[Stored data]

■ ■ ■ ■ ■

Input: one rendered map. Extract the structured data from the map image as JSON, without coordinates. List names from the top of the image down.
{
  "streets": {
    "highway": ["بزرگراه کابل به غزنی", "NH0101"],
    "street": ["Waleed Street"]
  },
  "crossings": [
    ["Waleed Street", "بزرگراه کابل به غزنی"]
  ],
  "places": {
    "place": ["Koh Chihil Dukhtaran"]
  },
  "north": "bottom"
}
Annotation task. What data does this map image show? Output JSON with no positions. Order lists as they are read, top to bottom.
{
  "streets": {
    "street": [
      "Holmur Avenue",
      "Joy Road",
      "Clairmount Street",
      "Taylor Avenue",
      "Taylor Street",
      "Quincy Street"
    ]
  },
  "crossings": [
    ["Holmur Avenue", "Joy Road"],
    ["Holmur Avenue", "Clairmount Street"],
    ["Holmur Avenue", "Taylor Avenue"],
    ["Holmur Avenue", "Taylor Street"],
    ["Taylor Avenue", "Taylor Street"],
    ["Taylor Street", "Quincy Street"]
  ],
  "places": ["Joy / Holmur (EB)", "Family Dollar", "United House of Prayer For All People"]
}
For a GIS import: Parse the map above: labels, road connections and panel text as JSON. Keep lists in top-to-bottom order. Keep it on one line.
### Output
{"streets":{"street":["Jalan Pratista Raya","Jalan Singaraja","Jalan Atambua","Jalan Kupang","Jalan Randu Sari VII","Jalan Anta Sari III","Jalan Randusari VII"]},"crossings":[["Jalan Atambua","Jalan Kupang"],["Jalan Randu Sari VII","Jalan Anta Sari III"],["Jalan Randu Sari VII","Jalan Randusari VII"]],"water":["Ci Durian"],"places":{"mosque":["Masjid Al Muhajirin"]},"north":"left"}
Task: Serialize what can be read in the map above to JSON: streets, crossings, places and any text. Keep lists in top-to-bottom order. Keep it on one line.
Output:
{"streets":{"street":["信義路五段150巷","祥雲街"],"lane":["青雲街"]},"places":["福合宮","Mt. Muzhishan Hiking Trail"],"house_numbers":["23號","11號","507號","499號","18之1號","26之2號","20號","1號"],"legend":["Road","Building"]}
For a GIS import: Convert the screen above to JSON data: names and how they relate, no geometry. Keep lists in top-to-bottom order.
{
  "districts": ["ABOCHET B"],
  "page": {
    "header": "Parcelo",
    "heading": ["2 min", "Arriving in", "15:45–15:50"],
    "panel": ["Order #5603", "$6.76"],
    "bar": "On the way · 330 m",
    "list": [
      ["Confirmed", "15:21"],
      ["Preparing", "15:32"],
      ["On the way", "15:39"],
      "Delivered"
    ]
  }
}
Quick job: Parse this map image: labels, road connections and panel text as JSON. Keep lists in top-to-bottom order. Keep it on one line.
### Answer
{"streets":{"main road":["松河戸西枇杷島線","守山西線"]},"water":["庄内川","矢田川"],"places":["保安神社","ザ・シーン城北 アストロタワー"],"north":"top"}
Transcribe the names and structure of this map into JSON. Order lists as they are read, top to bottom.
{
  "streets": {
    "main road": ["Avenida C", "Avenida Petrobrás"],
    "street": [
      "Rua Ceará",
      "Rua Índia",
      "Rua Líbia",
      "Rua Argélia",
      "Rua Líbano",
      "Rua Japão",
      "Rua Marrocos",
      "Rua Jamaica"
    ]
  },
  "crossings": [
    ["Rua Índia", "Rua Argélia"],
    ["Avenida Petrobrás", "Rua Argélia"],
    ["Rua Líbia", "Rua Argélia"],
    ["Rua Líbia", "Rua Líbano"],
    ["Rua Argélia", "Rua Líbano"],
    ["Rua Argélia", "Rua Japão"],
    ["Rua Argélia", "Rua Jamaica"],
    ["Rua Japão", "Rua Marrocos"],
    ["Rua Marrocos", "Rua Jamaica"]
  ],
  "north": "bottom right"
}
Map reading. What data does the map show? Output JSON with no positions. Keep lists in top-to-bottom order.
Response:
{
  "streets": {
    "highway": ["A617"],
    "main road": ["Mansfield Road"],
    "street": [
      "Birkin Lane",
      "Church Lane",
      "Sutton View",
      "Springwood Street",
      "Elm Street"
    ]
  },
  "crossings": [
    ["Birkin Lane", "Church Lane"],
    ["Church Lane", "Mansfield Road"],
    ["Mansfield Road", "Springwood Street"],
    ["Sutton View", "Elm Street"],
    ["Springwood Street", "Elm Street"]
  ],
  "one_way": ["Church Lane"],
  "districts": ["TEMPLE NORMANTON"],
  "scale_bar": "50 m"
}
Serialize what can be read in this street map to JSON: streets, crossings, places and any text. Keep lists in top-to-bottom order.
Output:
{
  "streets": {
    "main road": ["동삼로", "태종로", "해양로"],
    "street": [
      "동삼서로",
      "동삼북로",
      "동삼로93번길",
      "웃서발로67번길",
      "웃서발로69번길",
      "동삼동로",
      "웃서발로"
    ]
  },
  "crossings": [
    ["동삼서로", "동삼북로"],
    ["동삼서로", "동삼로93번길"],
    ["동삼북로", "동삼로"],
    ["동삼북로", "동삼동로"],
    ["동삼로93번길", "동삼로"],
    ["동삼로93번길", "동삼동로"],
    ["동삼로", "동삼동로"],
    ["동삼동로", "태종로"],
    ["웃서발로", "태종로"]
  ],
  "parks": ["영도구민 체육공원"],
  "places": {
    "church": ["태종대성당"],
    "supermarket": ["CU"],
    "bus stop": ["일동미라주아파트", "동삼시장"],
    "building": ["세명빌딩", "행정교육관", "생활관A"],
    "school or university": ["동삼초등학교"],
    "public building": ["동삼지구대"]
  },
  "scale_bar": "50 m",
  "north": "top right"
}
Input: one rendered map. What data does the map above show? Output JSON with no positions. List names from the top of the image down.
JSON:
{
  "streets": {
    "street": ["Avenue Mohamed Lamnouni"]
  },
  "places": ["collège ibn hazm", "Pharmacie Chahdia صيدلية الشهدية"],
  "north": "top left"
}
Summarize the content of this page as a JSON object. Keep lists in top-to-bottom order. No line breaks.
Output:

■ ■ ■ ■ ■

* **Work to be completed**:
Find every line of the records holding "text". Answer with the count alone.

* **Exercise result**:
4